Many of the strategies that produce successful weight
loss and maintenance help prevent obesity, a risk factor for high blood pressure.
Improving eating habits and increasing physical activity play a vital role
in preventing obesity and maintaining health overall.
Recommendations for adults include:
Eat five to nine servings of fruits and vegetables daily.
A vegetable serving is one cup of raw vegetables or one-half cup of cooked
vegetables or vegetable juice. A fruit serving is one piece of small to medium
fresh fruit, one-half cup of canned or fresh fruit or fruit juice, or one-fourth
cup of dried fruit.
Choose whole grain foods such as brown rice and whole
wheat bread. Avoid highly processed foods made with refined white sugar,
flour, and saturated fat.
Weigh and measure food in order to be able to gain an
understanding of portion sizes. For example, a 3-ounce serving of meat is
the size of a deck of cards. Avoid supersized menu items.

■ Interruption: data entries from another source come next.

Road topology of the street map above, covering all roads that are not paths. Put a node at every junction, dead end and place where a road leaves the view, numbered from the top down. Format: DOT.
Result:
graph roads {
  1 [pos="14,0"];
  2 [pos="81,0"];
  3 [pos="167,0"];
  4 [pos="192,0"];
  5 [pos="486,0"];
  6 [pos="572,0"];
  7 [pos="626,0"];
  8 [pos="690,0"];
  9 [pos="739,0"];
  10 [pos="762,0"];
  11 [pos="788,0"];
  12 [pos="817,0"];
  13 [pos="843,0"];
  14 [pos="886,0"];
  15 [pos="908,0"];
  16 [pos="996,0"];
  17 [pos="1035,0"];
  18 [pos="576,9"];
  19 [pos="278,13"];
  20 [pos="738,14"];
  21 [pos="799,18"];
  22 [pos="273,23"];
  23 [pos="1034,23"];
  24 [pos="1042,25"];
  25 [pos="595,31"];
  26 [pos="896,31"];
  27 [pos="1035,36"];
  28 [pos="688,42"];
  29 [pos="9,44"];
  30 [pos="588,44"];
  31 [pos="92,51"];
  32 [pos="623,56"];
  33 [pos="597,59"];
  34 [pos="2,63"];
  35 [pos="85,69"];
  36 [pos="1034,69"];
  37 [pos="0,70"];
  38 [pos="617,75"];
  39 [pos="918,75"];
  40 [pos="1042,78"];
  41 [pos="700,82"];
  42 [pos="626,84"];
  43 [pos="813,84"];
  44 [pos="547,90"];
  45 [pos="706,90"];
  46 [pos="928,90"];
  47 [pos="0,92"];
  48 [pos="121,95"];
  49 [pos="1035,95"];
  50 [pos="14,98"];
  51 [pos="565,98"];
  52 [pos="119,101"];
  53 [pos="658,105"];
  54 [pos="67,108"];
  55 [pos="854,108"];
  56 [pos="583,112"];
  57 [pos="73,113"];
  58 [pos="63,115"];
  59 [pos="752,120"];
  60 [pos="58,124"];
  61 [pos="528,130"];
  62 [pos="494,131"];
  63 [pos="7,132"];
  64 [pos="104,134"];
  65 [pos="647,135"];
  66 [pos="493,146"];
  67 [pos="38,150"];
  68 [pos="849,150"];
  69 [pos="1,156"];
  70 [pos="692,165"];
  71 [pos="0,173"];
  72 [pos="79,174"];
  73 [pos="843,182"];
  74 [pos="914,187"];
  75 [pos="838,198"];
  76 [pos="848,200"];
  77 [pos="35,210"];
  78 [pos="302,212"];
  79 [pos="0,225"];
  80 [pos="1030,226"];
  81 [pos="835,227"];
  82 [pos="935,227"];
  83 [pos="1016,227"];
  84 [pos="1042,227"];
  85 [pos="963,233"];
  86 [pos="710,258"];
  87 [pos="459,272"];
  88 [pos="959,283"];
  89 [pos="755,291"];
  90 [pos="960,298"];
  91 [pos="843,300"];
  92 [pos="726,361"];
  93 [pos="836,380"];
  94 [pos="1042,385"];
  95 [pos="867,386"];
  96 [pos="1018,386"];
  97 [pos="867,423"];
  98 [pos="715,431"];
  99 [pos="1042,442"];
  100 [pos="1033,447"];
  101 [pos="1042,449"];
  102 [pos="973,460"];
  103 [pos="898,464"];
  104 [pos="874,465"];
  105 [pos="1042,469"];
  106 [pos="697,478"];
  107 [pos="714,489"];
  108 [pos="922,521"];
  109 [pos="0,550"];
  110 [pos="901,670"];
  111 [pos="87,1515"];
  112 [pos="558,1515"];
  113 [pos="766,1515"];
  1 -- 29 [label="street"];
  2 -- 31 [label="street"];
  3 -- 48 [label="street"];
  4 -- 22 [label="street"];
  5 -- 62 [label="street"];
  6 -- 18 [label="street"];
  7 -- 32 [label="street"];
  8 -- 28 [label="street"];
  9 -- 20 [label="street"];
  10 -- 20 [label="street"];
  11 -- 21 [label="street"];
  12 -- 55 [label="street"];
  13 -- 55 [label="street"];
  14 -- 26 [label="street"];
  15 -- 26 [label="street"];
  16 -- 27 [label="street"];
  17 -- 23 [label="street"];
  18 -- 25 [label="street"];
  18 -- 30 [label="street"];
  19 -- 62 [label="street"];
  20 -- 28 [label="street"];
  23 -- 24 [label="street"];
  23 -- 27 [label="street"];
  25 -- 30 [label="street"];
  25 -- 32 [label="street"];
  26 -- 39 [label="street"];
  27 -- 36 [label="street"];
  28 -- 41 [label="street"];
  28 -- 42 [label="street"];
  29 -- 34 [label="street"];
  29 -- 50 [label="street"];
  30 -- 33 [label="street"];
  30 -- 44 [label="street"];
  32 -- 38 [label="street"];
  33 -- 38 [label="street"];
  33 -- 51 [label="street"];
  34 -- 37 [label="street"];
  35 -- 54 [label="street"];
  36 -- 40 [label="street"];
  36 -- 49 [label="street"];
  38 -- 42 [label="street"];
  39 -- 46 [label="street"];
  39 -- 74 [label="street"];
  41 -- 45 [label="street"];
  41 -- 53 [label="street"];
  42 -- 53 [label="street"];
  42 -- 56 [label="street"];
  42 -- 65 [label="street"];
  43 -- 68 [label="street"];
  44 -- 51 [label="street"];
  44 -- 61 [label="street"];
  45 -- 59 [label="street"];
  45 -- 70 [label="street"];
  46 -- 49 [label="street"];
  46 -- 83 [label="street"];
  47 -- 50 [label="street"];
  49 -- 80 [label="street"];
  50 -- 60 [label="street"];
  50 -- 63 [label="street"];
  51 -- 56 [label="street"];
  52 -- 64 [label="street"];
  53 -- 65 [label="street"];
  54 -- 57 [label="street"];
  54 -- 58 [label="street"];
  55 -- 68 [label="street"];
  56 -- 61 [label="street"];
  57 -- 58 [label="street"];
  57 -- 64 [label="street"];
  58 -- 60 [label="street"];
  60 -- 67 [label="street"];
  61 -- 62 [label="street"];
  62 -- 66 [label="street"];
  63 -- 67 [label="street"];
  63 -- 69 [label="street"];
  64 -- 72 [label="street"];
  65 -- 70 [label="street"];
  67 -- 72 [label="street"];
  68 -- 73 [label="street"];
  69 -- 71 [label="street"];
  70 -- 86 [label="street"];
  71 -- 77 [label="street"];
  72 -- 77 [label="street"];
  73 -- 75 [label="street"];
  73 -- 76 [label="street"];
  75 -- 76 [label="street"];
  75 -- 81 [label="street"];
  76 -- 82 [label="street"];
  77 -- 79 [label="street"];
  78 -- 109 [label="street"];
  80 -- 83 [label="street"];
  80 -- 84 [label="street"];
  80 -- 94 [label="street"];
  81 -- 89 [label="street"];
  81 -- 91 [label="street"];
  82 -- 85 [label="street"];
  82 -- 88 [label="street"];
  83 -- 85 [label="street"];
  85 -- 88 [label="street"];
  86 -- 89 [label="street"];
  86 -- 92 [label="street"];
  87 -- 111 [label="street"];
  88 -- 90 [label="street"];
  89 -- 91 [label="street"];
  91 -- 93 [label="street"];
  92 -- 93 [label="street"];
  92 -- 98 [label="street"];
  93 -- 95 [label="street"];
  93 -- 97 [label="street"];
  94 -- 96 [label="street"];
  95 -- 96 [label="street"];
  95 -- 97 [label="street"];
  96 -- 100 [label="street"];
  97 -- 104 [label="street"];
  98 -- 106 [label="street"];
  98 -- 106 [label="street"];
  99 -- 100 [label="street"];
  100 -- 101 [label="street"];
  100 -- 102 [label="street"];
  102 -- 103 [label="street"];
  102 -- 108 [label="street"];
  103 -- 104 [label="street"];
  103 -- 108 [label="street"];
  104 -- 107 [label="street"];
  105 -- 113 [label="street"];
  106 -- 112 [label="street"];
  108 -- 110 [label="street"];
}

Balance the food "checkbook." Taking in more calories
than are expended for energy will result in weight gain. Regularly monitor
weight.
Avoid foods that are high in "energy density," or that
have a lot of calories in a small amount of food. For example, a large cheeseburger
with a large order of fries may have almost 1,000 calories and 30 or more
grams of fat. By ordering a grilled chicken sandwich or a plain hamburger
and a small salad with low-fat dressing, you can avoid hundreds of calories
and eliminate much of the fat intake.
Remember that much may be achieved with proper choices
in serving sizes.
Accumulate at least 30 minutes or more of moderate-intensity
activity on most, or preferably all, days of the week. Examples of moderate
intensity exercise are walking a 15-minute mile, or weeding and hoeing a
garden.
Look for opportunities during the day to perform even
ten or 15 minutes of some type of activity, such as walking around the block
or up and down a few flights of stairs.